-match and -replace accept a pre-constructed [regex] instance in lieu of a _string_, respecting whatever options (or absence thereof) the instance was constructed with.
By contrast, switch -regex does not, which has two implications:
the specific options (or absence thereof) baked into the [regex] instance are _lost_ during matching,
presumably because the regex is converted to a _string_ first and then _recreated_ using PowerShell's _default_ options (i.e., IgnoreCase, CultureInvariant)
Aside from exhibiting unexpected _behavior_, performance suffers as well, due to the unnecessary recreation.
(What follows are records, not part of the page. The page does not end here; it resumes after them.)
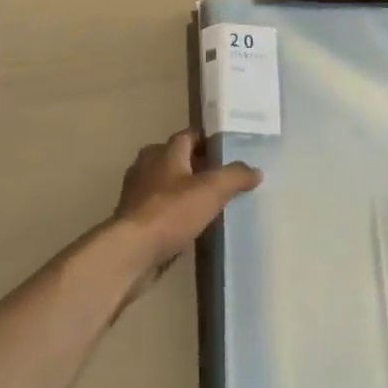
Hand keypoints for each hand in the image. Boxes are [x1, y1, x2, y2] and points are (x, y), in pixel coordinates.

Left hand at [113, 131, 261, 287]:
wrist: (131, 252)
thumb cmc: (171, 212)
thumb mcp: (212, 190)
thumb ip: (235, 176)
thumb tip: (255, 170)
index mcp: (164, 151)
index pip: (189, 135)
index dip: (208, 140)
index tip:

Run the following Pester tests:
Describe "Support for predefined [regex] instances" {
BeforeAll {
# Create a case-SENSITIVE regex
$regex = [regex]::new('A')
}
It "-match uses the [regex] instance as-is" {
'a' -match $regex | Should -Be $False
'A' -match $regex | Should -Be $True
}
It "-replace uses the [regex] instance as-is" {
'a' -replace $regex, 'replaced' | Should -Be 'a'
'A' -replace $regex, 'replaced' | Should -Be 'replaced'
}
It "-switch uses the [regex] instance as-is" {
$(switch -Regex ('a') { $regex { 'matched' } }) | Should -BeNullOrEmpty
$(switch -Regex ('A') { $regex { 'matched' } }) | Should -Be 'matched'
}
}
All tests should pass.
The switch -regex test fails as follows:
[-] -switch uses the [regex] instance as-is 21ms
Expected $null or empty, but got matched.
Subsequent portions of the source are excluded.